Preschoolers should always be rear-facing. With the range of seats currently on the market that allow children to rear-face until 50 pounds and well past 40″ in height, it’s no longer a question of not being able to find or afford seats that allow kids to travel much more safely by car than at any other time in recent history. Remember that even though rear-facing at 3, 4, and 5 is rare in the United States, it’s the default approach in the two countries that feature the lowest rates of child traffic deaths in the world: Sweden and Norway.
I recently wrote up a guide to Swedish car seat practices for Americans, and in it noted that despite the lack of any national laws requiring extended rear-facing, the idea of doing so had been so heavily infused into the culture that it was normal and natural to see parents rear-facing their children until 4 or 5 by default.
Parents don’t feel like outliers when rear-facing until 4-5 because everyone else is doing it; it isn’t known as “extended rear-facing” there, and parents don’t have to justify to fellow parents or spouses why they haven’t turned their car seats around. It’s just what you do.
With that kind of cultural acceptance of extended rear-facing in place, it’s no surprise that parents don’t feel a pressure to forward-face. While it’s difficult to bring that acceptance of extended rear-facing to the United States and Canada, there’s no question that the tide is changing as awareness grows across both countries about the benefits of keeping kids rear-facing. And regardless of what’s going on around you, as a parent, you are the ultimate authority on best practices for your child, and when you know that there’s no need to forward-face a preschooler once you have a seat that fits him or her, it’s just a question of making the choice to keep him or her as safe as possible for as long as possible.

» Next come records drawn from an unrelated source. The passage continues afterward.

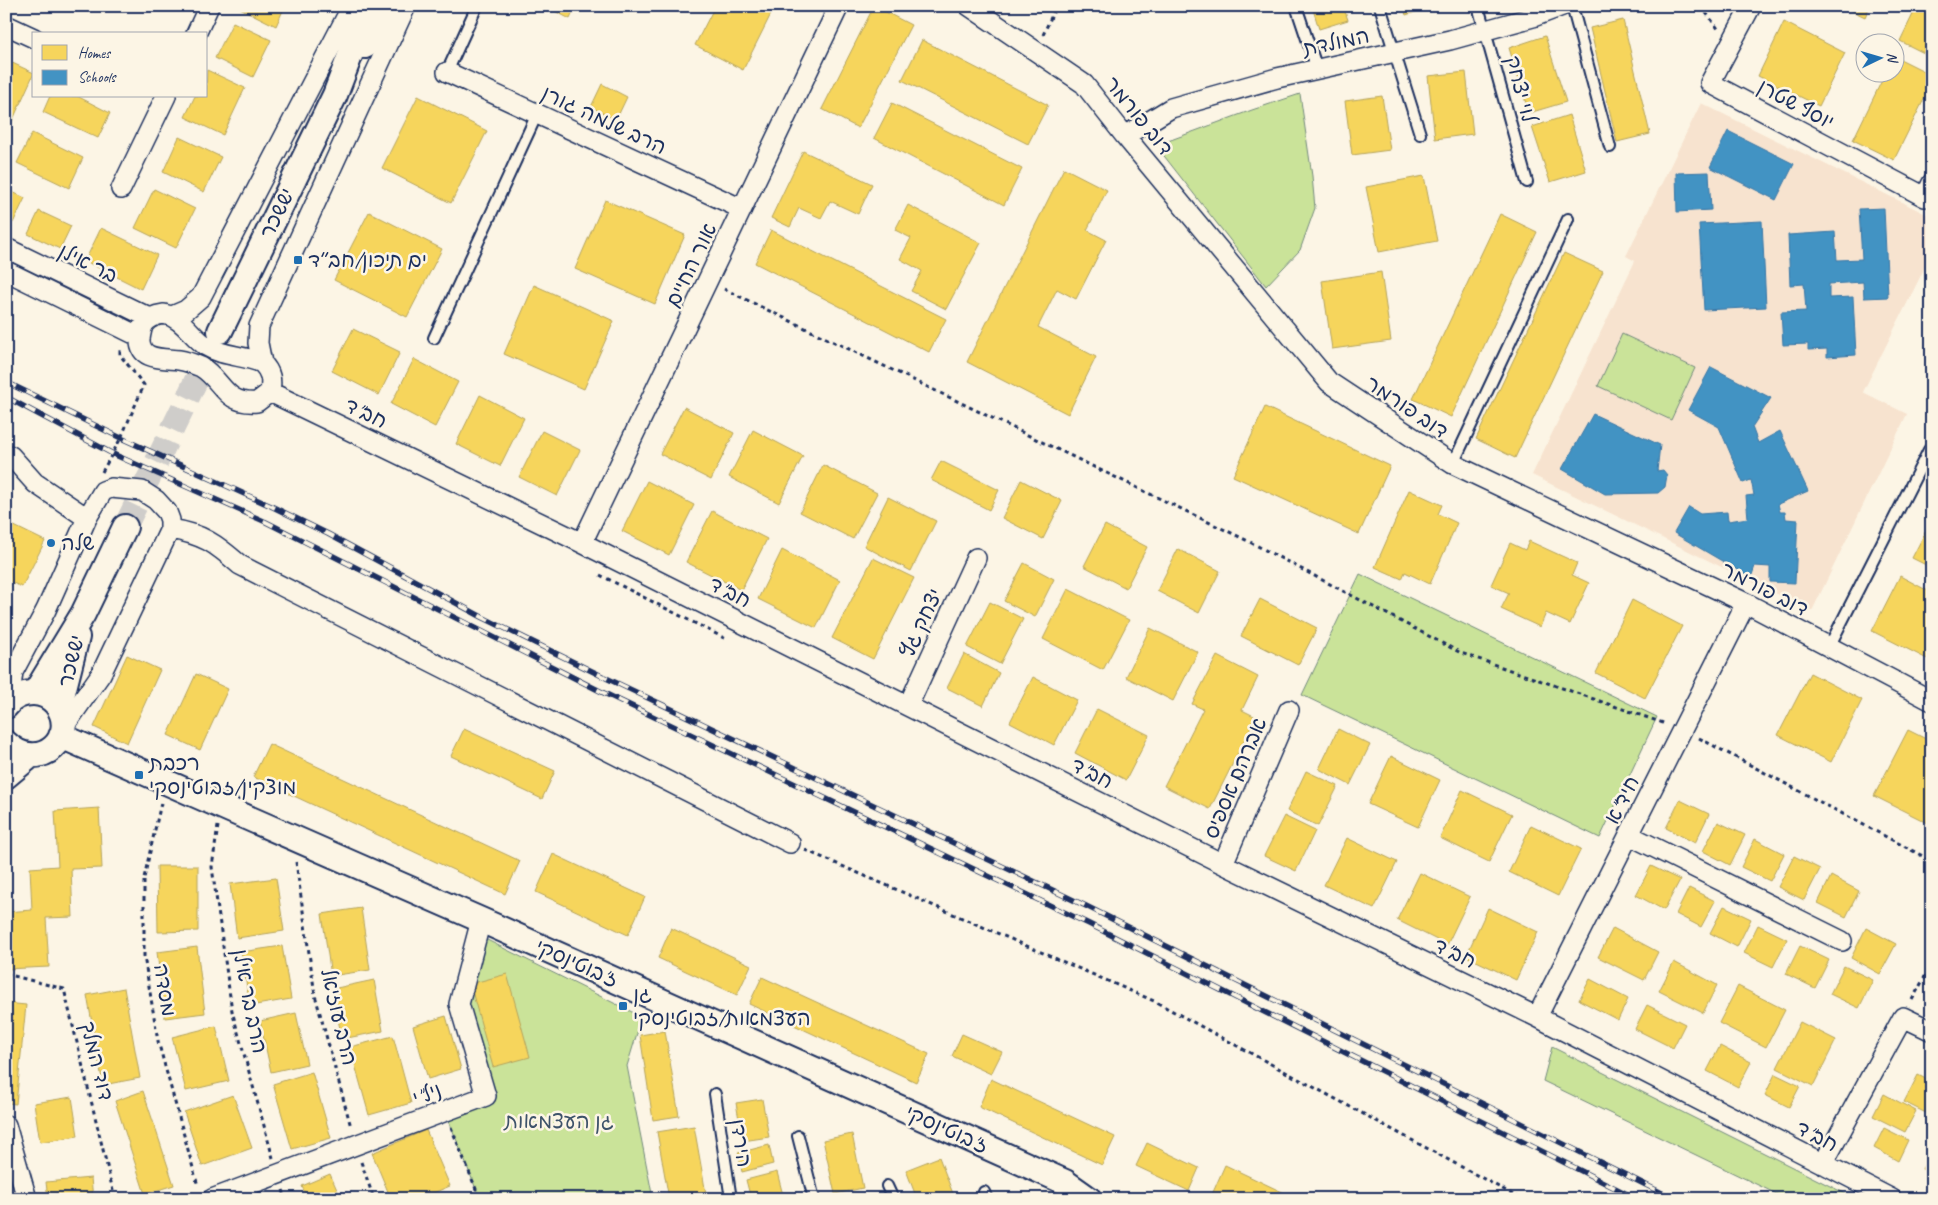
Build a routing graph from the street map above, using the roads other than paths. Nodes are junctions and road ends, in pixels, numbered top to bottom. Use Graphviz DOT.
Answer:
graph roads {
  1 [pos="209,6"];
  2 [pos="352,6"];
  3 [pos="369,6"];
  4 [pos="390,6"];
  5 [pos="406,6"];
  6 [pos="478,6"];
  7 [pos="839,6"];
  8 [pos="969,6"];
  9 [pos="1296,6"];
  10 [pos="1380,6"];
  11 [pos="1478,6"];
  12 [pos="1562,6"];
  13 [pos="1572,6"];
  14 [pos="1750,6"];
  15 [pos="6,25"];
  16 [pos="1486,29"];
  17 [pos="197,32"];
  18 [pos="32,37"];
  19 [pos="1395,52"];
  20 [pos="1317,69"];
  21 [pos="447,72"];
  22 [pos="335,95"];
  23 [pos="163,98"];
  24 [pos="537,114"];
  25 [pos="1420,134"];
  26 [pos="1126,136"];
  27 [pos="1610,147"];
  28 [pos="1527,182"];
  29 [pos="1932,183"];
  30 [pos="121,189"];
  31 [pos="742,209"];
  32 [pos="1568,219"];
  33 [pos="6,248"];
  34 [pos="6,271"];
  35 [pos="172,316"];
  36 [pos="150,318"];
  37 [pos="220,331"];
  38 [pos="140,337"];
  39 [pos="434,338"];
  40 [pos="262,363"];
  41 [pos="270,392"];
  42 [pos="1929,450"];
  43 [pos="6,454"];
  44 [pos="1452,464"];
  45 [pos="87,518"];
  46 [pos="125,527"];
  47 [pos="170,529"];
  48 [pos="582,543"];
  49 [pos="976,558"];
  50 [pos="1746,603"];
  51 [pos="83,614"];
  52 [pos="1829,647"];
  53 [pos="35,693"];
  54 [pos="1932,701"];
  55 [pos="8,704"];
  56 [pos="908,706"];
  57 [pos="1289,710"];
  58 [pos="61,724"];
  59 [pos="6,743"];
  60 [pos="30,756"];
  61 [pos="6,776"];
  62 [pos="1629,835"];
  63 [pos="790,843"];
  64 [pos="1222,864"];
  65 [pos="481,920"];
  66 [pos="1842,941"];
  67 [pos="1537,1017"];
  68 [pos="1932,1032"];
  69 [pos="714,1094"];
  70 [pos="6,1125"];
  71 [pos="798,1136"];
  72 [pos="1823,1164"];
  73 [pos="888,1186"];
  74 [pos="206,1194"];
  75 [pos="27,1199"];
  76 [pos="731,1199"];
  77 [pos="814,1199"];
  78 [pos="893,1199"];
  79 [pos="1089,1199"];
  80 [pos="1892,1199"];
  1 -- 17 [label="street"];
  2 -- 35 [label="street"];
  3 -- 22 [label="street"];
  4 -- 22 [label="street"];
  5 -- 40 [label="street"];
  6 -- 21 [label="lane"];
  7 -- 31 [label="street, אור החיים"];
  8 -- 26 [label="street, דוב פורמר"];
  9 -- 20 [label="lane"];
  10 -- 19 [label="lane"];
  11 -- 16 [label="lane, לוי יצחק"];
  12 -- 16 [label="street, המולדת"];
  13 -- 27 [label="lane"];
  14 -- 29 [label="street, יוסף שטרן"];
  15 -- 18 [label="street"];
  16 -- 19 [label="street, המולדת"];
  16 -- 28 [label="lane, לוי יצחק"];
  19 -- 20 [label="street, המולדת"];
  19 -- 25 [label="lane"];
  20 -- 26 [label="street, המולדת"];
  21 -- 24 [label="street, הרב שלמה גורן"];
  22 -- 37 [label="street, יששכר"];
  23 -- 30 [label="street"];
  24 -- 31 [label="street, הרב שלמה גורן"];
  24 -- 39 [label="lane"];
  26 -- 44 [label="street, דוב פורמר"];
  31 -- 48 [label="street, אור החיים"];
  32 -- 44 [label="lane"];
  33 -- 36 [label="street, בר אילן"];
  34 -- 38 [label="street, בר אילן"];
  35 -- 36 [label="street"];
  35 -- 40 [label="street"];
  36 -- 38 [label="street"];
  38 -- 41 [label="street"];
  40 -- 41 [label="street"];
  41 -- 48 [label="street, חב\"ד"];
  42 -- 52 [label="lane"];
  43 -- 45 [label="street"];
  44 -- 50 [label="street, דוב פורמר"];
  45 -- 47 [label="street"];
  45 -- 55 [label="street"];
  46 -- 51 [label="street, יששכר"];
  47 -- 58 [label="street"];
  47 -- 63 [label="street"];
  48 -- 56 [label="street, חב\"ד"];
  49 -- 56 [label="street, יצחק גץ"];
  50 -- 52 [label="street, דוב פורמר"];
  50 -- 62 [label="street, חיד\"א"];
  51 -- 53 [label="street, יששכר"];
  51 -- 58 [label="street, יששכר"];
  52 -- 54 [label="street, דוב פורמר"];
  53 -- 55 [label="street"];
  53 -- 58 [label="street, ז'בוטינסקי"];
  56 -- 64 [label="street, חב\"ד"];
  57 -- 64 [label="street, אברהם אספיס"];
  58 -- 60 [label="street"];
  58 -- 65 [label="street, ז'בוטינסקי"];
  59 -- 60 [label="street"];
  60 -- 61 [label="street"];
  62 -- 66 [label="street"];
  62 -- 67 [label="street, חיד\"א"];
  64 -- 67 [label="street, חב\"ד"];
  65 -- 74 [label="street, ניל\"י"];
  65 -- 79 [label="street, ז'בוטינסקי"];
  67 -- 72 [label="street, חב\"ד"];
  68 -- 72 [label="street"];
  69 -- 76 [label="lane, הירדן"];
  70 -- 75 [label="street"];
  71 -- 77 [label="lane"];
  72 -- 80 [label="street, חב\"ד"];
  73 -- 78 [label="lane"];
}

Why should preschoolers always rear-face?
Finally, preschoolers should always rear-face because it’s safer for them to do so. The precise degree of safety is always up for debate and will vary from one study to another, but one of the most frequently cited figures is a fivefold difference in the risk of serious injury (e.g., brain damage) or death for a forward-facing child vs. a rear-facing child. I’ve gone into detail about what exactly makes rear-facing safer than forward-facing in a number of articles, including one on the concept of the orphan seat and how it applies to children rear-facing in severe collisions. The excerpt below discusses how children’s proportions are different from those of adults, putting children at much greater risks of head and neck injury from trauma that would not necessarily lead to severe injury or death in adults.
Proportionally speaking, a child’s head is quite relatively compared to the rest of his or her body, and as a result, in a collision, the child’s neck must deal with that proportionally greater strain. To put it even more simply, if a 160-pound woman had the proportions of a baby, her head would weigh 40 pounds and her neck would be a lot more likely to break in much milder collisions than those normal adults could walk away from.
The science is clear; the facts have remained unchanged for decades. The Swedes started extended rear-facing more than 30 years ago, at least back to the 1980s, and we still haven’t caught up to them in terms of a cultural permeation of the importance of rear-facing. The American Association of Pediatrics recommendations are still far, far behind best practices by only recommending rear-facing until 2 or until seats are outgrown; this isn’t good enough.
The recommendation needs to state clearly that rear-facing is the best choice for children until at least 4 years of age, while continuing to emphasize rear-facing afterward until the height and weight limits of the seats are reached. To recommend anything else is to continue to neglect our responsibilities to promote best practices throughout society to the benefit of our youngest fellow human beings.